[Exercise]
Please copy the records exactly as they appear, with all pictures left out.

[Stored items]
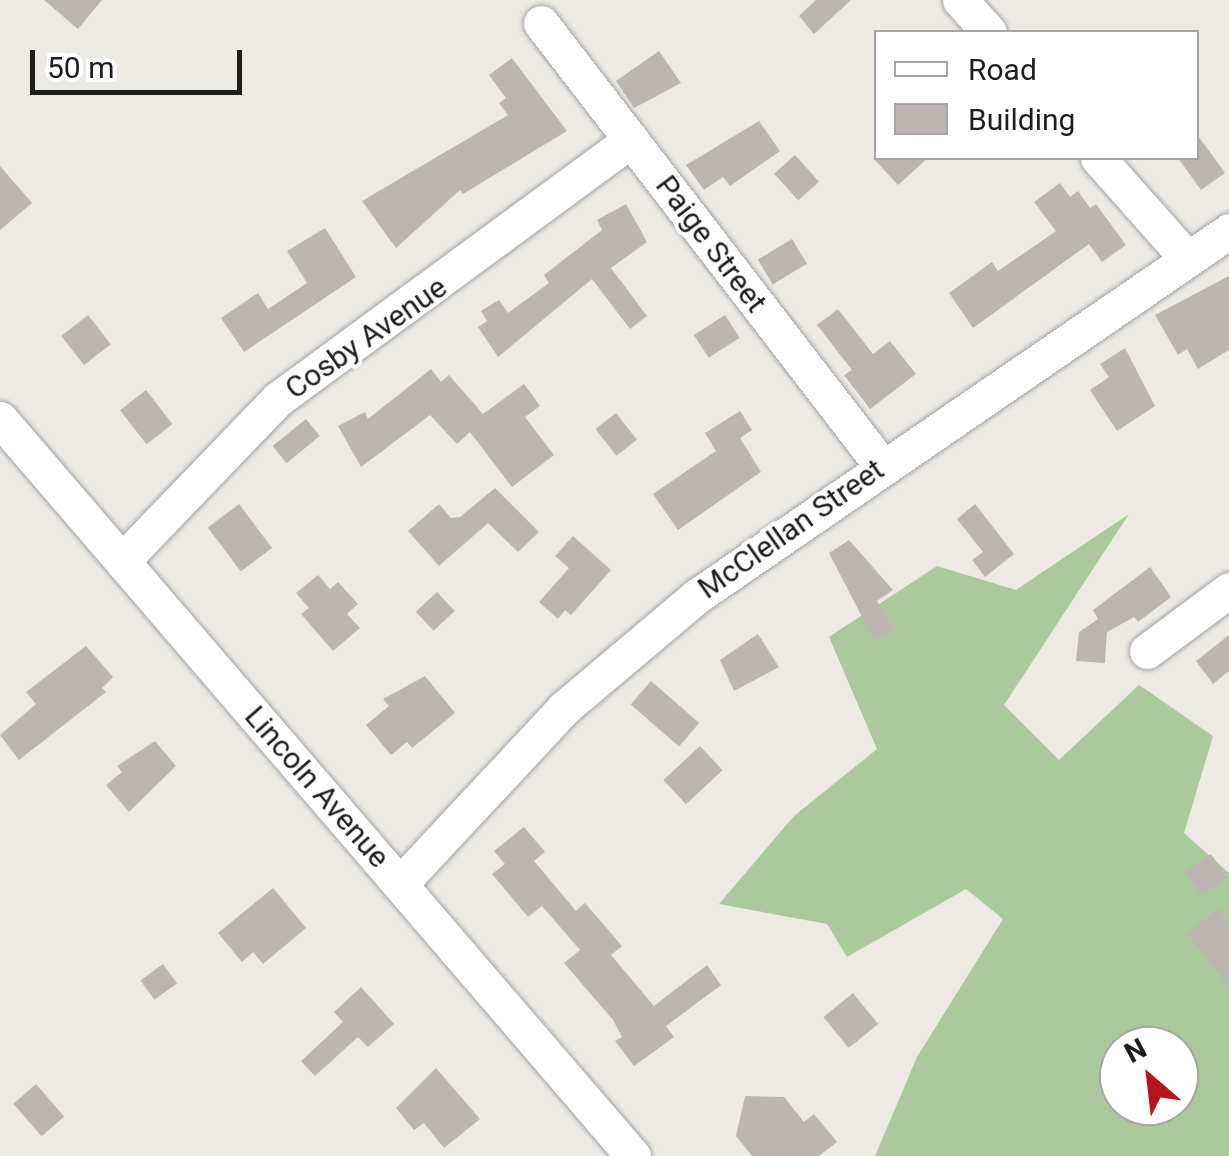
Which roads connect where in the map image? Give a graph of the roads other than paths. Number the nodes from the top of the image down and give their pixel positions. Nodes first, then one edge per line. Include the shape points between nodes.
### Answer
1 (960, 0) edge
2 (541, 22) dead end
3 (986, 30) edge
4 (631, 140) junction
5 (1100, 160) edge
6 (1229, 231) edge
7 (1186, 257) junction
8 (0, 419) edge
9 (880, 465) junction
10 (122, 562) junction
11 (1229, 590) edge
12 (1147, 651) dead end
13 (400, 883) junction
14 (633, 1156) edge

1 - 3 street
2 - 4 street, Paige Street
4 - 9 street, Paige Street
4 - 10 street, Cosby Avenue via 278,399
5 - 7 street
6 - 7 street, McClellan Street
7 - 9 street, McClellan Street
8 - 10 street, Lincoln Avenue
9 - 13 street, McClellan Street via 744,560 621,658 564,708
10 - 13 street, Lincoln Avenue
11 - 12 street
13 - 14 street, Lincoln Avenue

[Written response]
Which roads connect where in the map image? Give a graph of the roads other than paths. Number the nodes from the top of the image down and give their pixel positions. Nodes first, then one edge per line. Include the shape points between nodes.
### Answer
1 (960, 0) edge
2 (541, 22) dead end
3 (986, 30) edge
4 (631, 140) junction
5 (1100, 160) edge
6 (1229, 231) edge
7 (1186, 257) junction
8 (0, 419) edge
9 (880, 465) junction
10 (122, 562) junction
11 (1229, 590) edge
12 (1147, 651) dead end
13 (400, 883) junction
14 (633, 1156) edge

1 - 3 street
2 - 4 street, Paige Street
4 - 9 street, Paige Street
4 - 10 street, Cosby Avenue via 278,399
5 - 7 street
6 - 7 street, McClellan Street
7 - 9 street, McClellan Street
8 - 10 street, Lincoln Avenue
9 - 13 street, McClellan Street via 744,560 621,658 564,708
10 - 13 street, Lincoln Avenue
11 - 12 street
13 - 14 street, Lincoln Avenue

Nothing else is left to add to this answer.